Claire pressed Benjamin to describe her as ‘pseudo-hermaphrodite’, as several trans women at the time such as Betty Cowell and Georgina Turtle were doing. Benjamin declined as that was not actually the case. Claire wanted this as a term to give to her son who had not accepted her transition. Claire argued
“I realize my own condition perfectly but to quite some few people who have to know of this change, the idea of hermaphroditeism [sic] is easier to explain and understand than is transvestism”.
The son was not heard of again afterwards.
Claire and Christine Jorgensen did meet once, around this time. Claire did not want to go public as Christine Jorgensen had, in that she had no intention of being a performer. Her preference was to continue as a nurse. However she lost her nursing job, and she suspected that rumors had been passed to her employer.
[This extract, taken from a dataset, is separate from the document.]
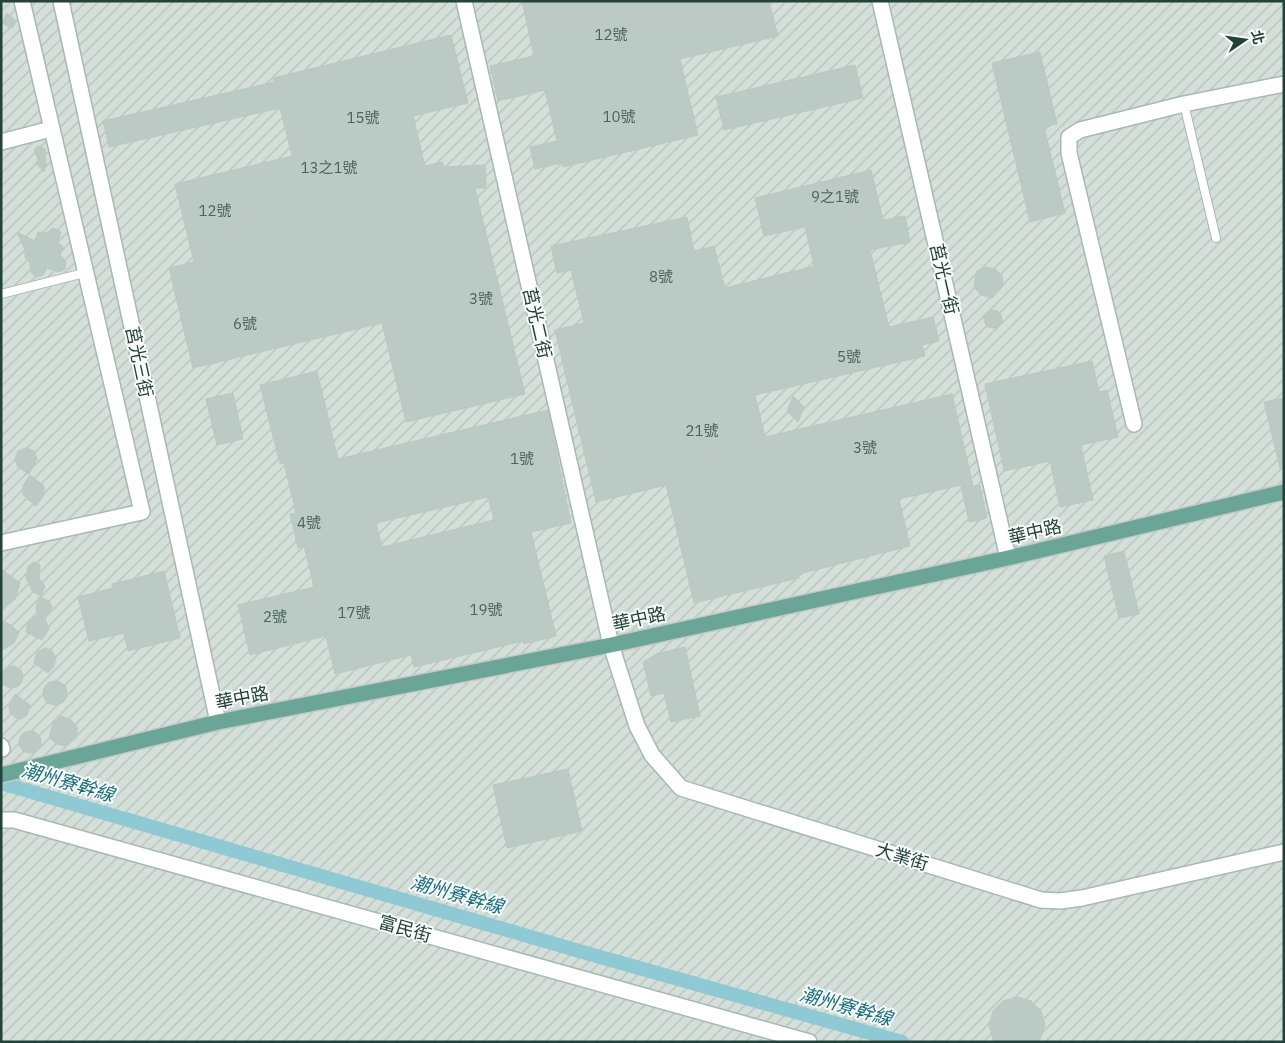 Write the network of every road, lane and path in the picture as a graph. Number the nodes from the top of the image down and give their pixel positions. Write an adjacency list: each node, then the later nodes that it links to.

In 1954 Frederick G Worden, psychoanalyst, and James T Marsh, clinical psychologist, both at the University of California, Los Angeles (UCLA) Medical Center, interviewed and tested five “physically normal men” (that is trans women): three of whom had already had transgender surgery, Claire, Annette, and Janet, and two hoping for it, Dixie Maclane and Carla Sawyer. They administered psychological tests, but did not actually listen to the five trans women as persons. Worden and Marsh published their paper in the Journal of the American Medical Association in April 1955. Their subjects, they wrote, had “an extremely shallow, immature, and grossly distorted concept of what a woman is like socially, sexually, anatomically, and emotionally”. They depicted them as attention-seeking, and even held their co-operation with the study against them as a “need for recognition”. Worden and Marsh were irritated by the two subjects who wanted surgery, and criticized their refusal to acknowledge “the possibility that the wish for surgery might be symptomatic of a disorder within themselves”. They, of course, did not provide the desired recommendations for surgery. Harry Benjamin immediately wrote to the journal to object that Worden and Marsh had “badly misunderstood or misinterpreted” his work. Four of the five interviewees wrote to Benjamin expressing outrage.
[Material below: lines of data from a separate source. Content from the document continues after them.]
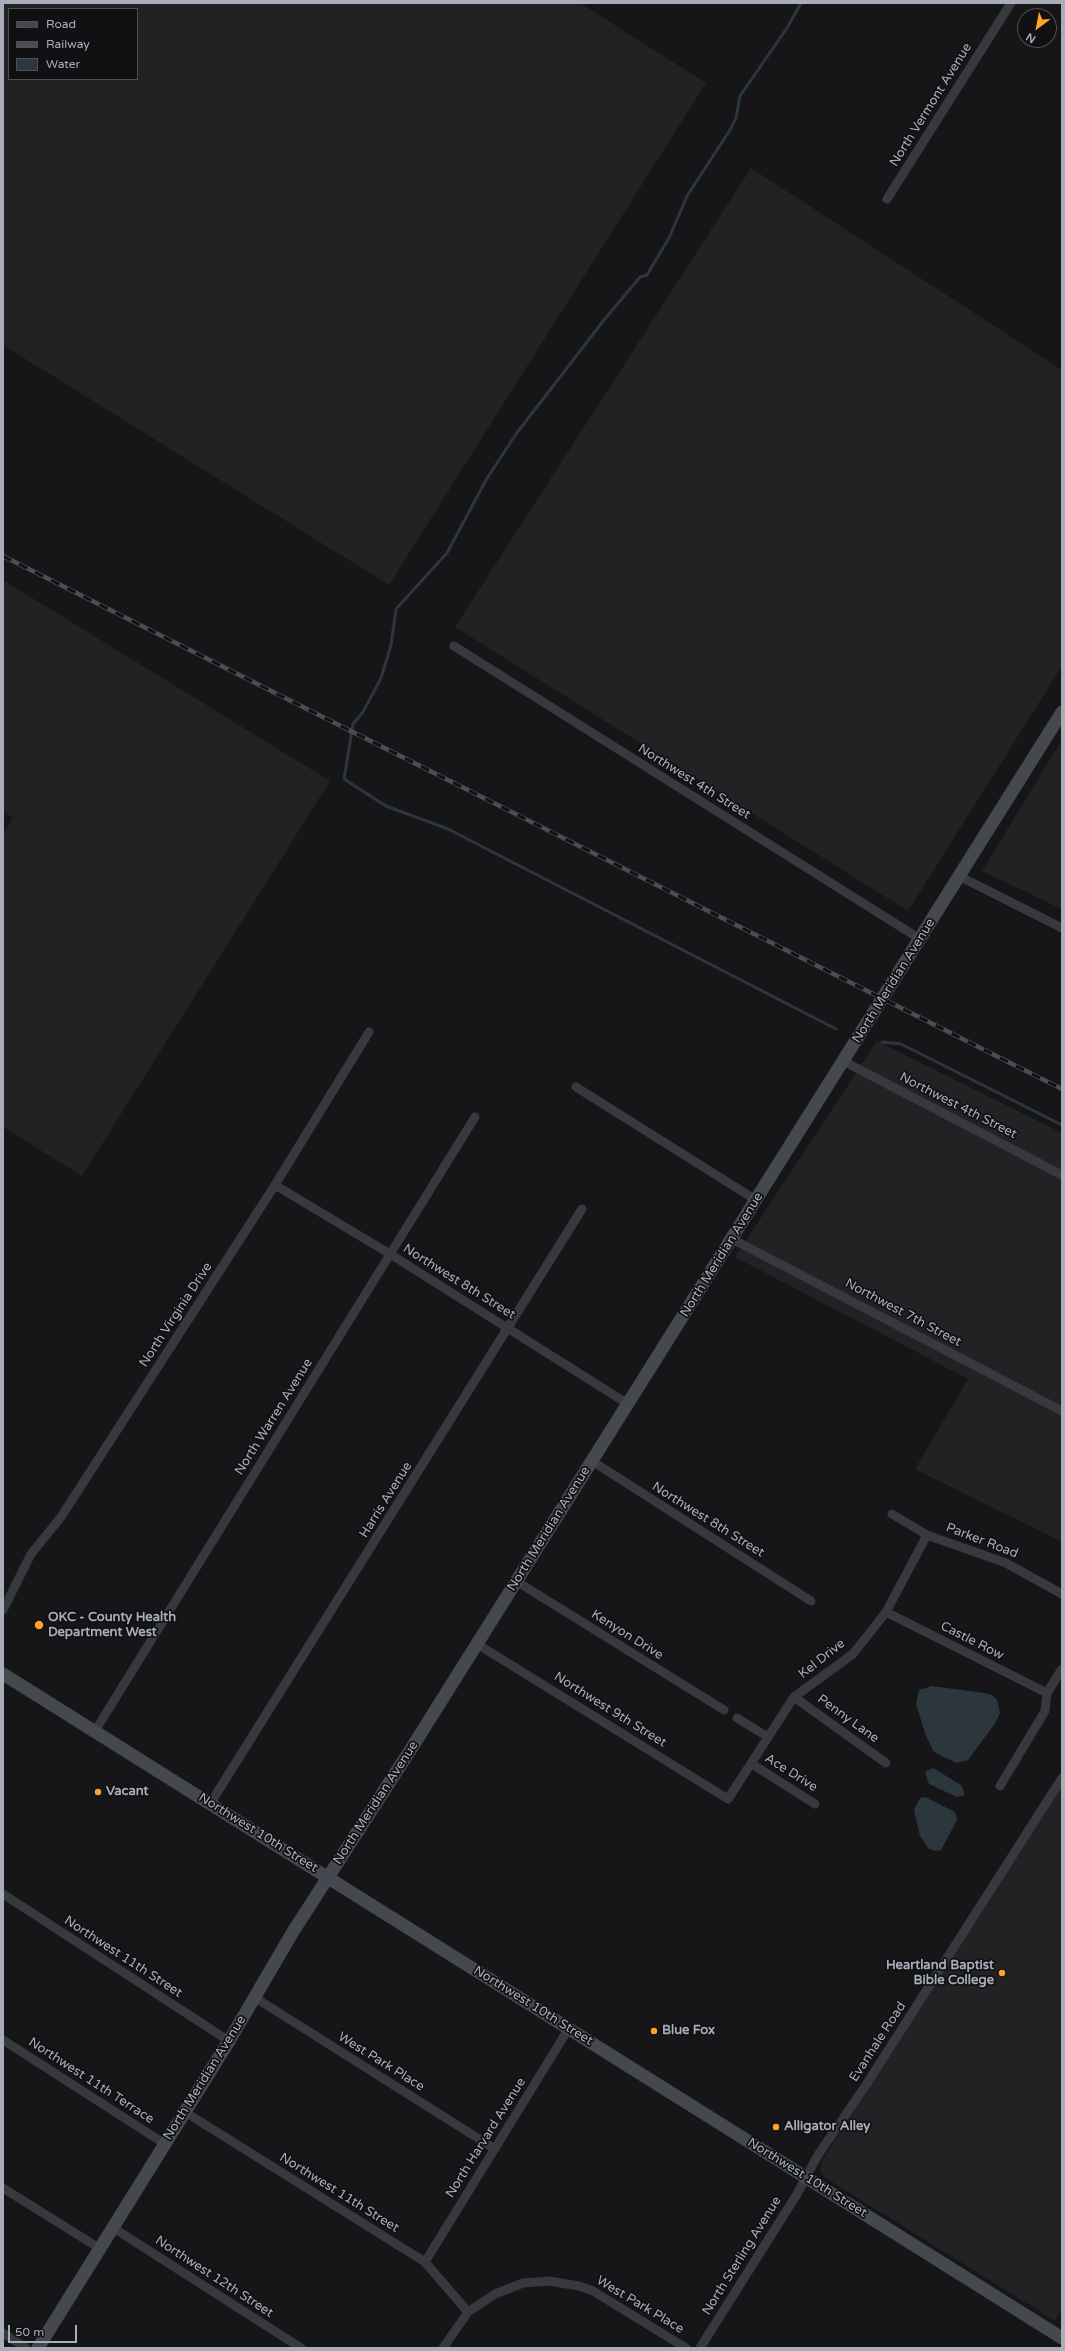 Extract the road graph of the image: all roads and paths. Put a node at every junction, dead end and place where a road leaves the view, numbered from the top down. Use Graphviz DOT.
graph roads {
  1 [pos="1010,3"];
  2 [pos="887,199"];
  3 [pos="454,646"];
  4 [pos="1062,712"];
  5 [pos="959,876"];
  6 [pos="1062,928"];
  7 [pos="920,940"];
  8 [pos="369,1032"];
  9 [pos="843,1061"];
  10 [pos="576,1087"];
  11 [pos="475,1117"];
  12 [pos="1062,1175"];
  13 [pos="275,1185"];
  14 [pos="756,1200"];
  15 [pos="582,1209"];
  16 [pos="732,1239"];
  17 [pos="390,1254"];
  18 [pos="509,1328"];
  19 [pos="628,1404"];
  20 [pos="1062,1411"];
  21 [pos="592,1461"];
  22 [pos="892,1514"];
  23 [pos="927,1535"];
  24 [pos="516,1581"];
  25 [pos="1062,1594"];
  26 [pos="811,1601"];
  27 [pos="3,1610"];
  28 [pos="886,1612"];
  29 [pos="477,1644"];
  30 [pos="1062,1669"];
  31 [pos="3,1674"];
  32 [pos="1047,1693"];
  33 [pos="794,1697"];
  34 [pos="724,1710"];
  35 [pos="737,1718"];
  36 [pos="95,1731"];
  37 [pos="768,1737"];
  38 [pos="886,1763"];
  39 [pos="752,1764"];
  40 [pos="1062,1778"];
  41 [pos="1000,1786"];
  42 [pos="728,1799"];
  43 [pos="210,1804"];
  44 [pos="815,1804"];
  45 [pos="328,1877"];
  46 [pos="3,1894"];
  47 [pos="254,1997"];
  48 [pos="569,2028"];
  49 [pos="3,2040"];
  50 [pos="229,2041"];
  51 [pos="184,2112"];
  52 [pos="165,2144"];
  53 [pos="495,2149"];
  54 [pos="806,2177"];
  55 [pos="3,2188"];
  56 [pos="112,2227"];
  57 [pos="100,2248"];
  58 [pos="425,2262"];
  59 [pos="468,2312"];
  60 [pos="3,2333"];
  61 [pos="1062,2338"];
  62 [pos="448,2346"];
  63 [pos="26,2348"];
  64 [pos="38,2348"];
  65 [pos="301,2348"];
  66 [pos="686,2348"];
  67 [pos="700,2348"];
  1 -- 2 [label="street, North Vermont Avenue"];
  3 -- 7 [label="street, Northwest 4th Street"];
  4 -- 5 [label="main road, North Meridian Avenue"];
  5 -- 6 [label="street"];
  5 -- 7 [label="main road, North Meridian Avenue"];
  7 -- 9 [label="main road, North Meridian Avenue"];
  8 -- 13 [label="street, North Virginia Drive"];
  9 -- 12 [label="street, Northwest 4th Street"];
  9 -- 14 [label="main road, North Meridian Avenue"];
  10 -- 14 [label="street"];
  11 -- 17 [label="street, North Warren Avenue"];
  13 -- 17 [label="street, Northwest 8th Street"];
  13 -- 27 [label="street, North Virginia Drive"];
  14 -- 16 [label="main road, North Meridian Avenue"];
  15 -- 18 [label="street, Harris Avenue"];
  16 -- 19 [label="main road, North Meridian Avenue"];
  16 -- 20 [label="street, Northwest 7th Street"];
  17 -- 18 [label="street, Northwest 8th Street"];
  17 -- 36 [label="street, North Warren Avenue"];
  18 -- 19 [label="street, Northwest 8th Street"];
  18 -- 43 [label="street, Harris Avenue"];
  19 -- 21 [label="main road, North Meridian Avenue"];
  21 -- 24 [label="main road, North Meridian Avenue"];
  21 -- 26 [label="street, Northwest 8th Street"];
  22 -- 23 [label="street, Parker Road"];
  23 -- 25 [label="street, Parker Road"];
  23 -- 28 [label="street, Kel Drive"];
  24 -- 29 [label="main road, North Meridian Avenue"];
  24 -- 34 [label="street, Kenyon Drive"];
  28 -- 32 [label="street, Castle Row"];
  28 -- 33 [label="street, Kel Drive"];
  29 -- 42 [label="street, Northwest 9th Street"];
  29 -- 45 [label="main road, North Meridian Avenue"];
  30 -- 32 [label="street"];
  31 -- 36 [label="main road, Northwest 10th Street"];
  32 -- 41 [label="street"];
  33 -- 37 [label="street, Kel Drive"];
  33 -- 38 [label="street, Penny Lane"];
  35 -- 37 [label="street"];
  36 -- 43 [label="main road, Northwest 10th Street"];
  37 -- 39 [label="street, Kel Drive"];
  39 -- 42 [label="street, Kel Drive"];
  39 -- 44 [label="street, Ace Drive"];
  40 -- 54 [label="street, Evanhale Road"];
  43 -- 45 [label="main road, Northwest 10th Street"];
  45 -- 47 [label="main road, North Meridian Avenue"];
  45 -- 48 [label="main road, Northwest 10th Street"];
  46 -- 50 [label="street, Northwest 11th Street"];
  47 -- 50 [label="main road, North Meridian Avenue"];
  47 -- 53 [label="street, West Park Place"];
  48 -- 53 [label="street, North Harvard Avenue"];
  48 -- 54 [label="main road, Northwest 10th Street"];
  49 -- 52 [label="street, Northwest 11th Terrace"];
  50 -- 51 [label="main road, North Meridian Avenue"];
  51 -- 52 [label="main road, North Meridian Avenue"];
  51 -- 58 [label="street, Northwest 11th Street"];
  52 -- 56 [label="main road, North Meridian Avenue"];
  53 -- 58 [label="street, North Harvard Avenue"];
  54 -- 61 [label="main road, Northwest 10th Street"];
  54 -- 67 [label="street, North Sterling Avenue"];
  55 -- 57 [label="street"];
  56 -- 57 [label="main road, North Meridian Avenue"];
  56 -- 65 [label="street, Northwest 12th Street"];
  57 -- 64 [label="main road, North Meridian Avenue"];
  58 -- 59 [label="street, Northwest 11th Street"];
  59 -- 62 [label="street"];
  59 -- 66 [label="street, West Park Place"];
  60 -- 63 [label="street"];
}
Bowman wrote up his 1953 experience with Elgin as Case 4 in his 1956 paper:
“CASE 4-In one case penotomy was performed. A man of 43, twice married, was referred because of a request for penotomy; a few months previously he had anesthetized and castrated himself. Although tall and ungainly, he worked as a female practical nurse; he stated that he felt his penis to be inconvenient, with his female dress, and most distasteful. He had been impotent in both marriages and spoke of homosexual wishes. He threatened further self-mutilation if penotomy was refused. Because the patient had no testicles, was wholly impotent and did not ask for a plastic vagina it was decided reluctantly to accept the patient’s legal right to request amputation of the penis. It was feared that the patient might again try self-emasculation and harm himself more seriously. Two years after penotomy the patient seemed more comfortable and was making a fair adjustment.”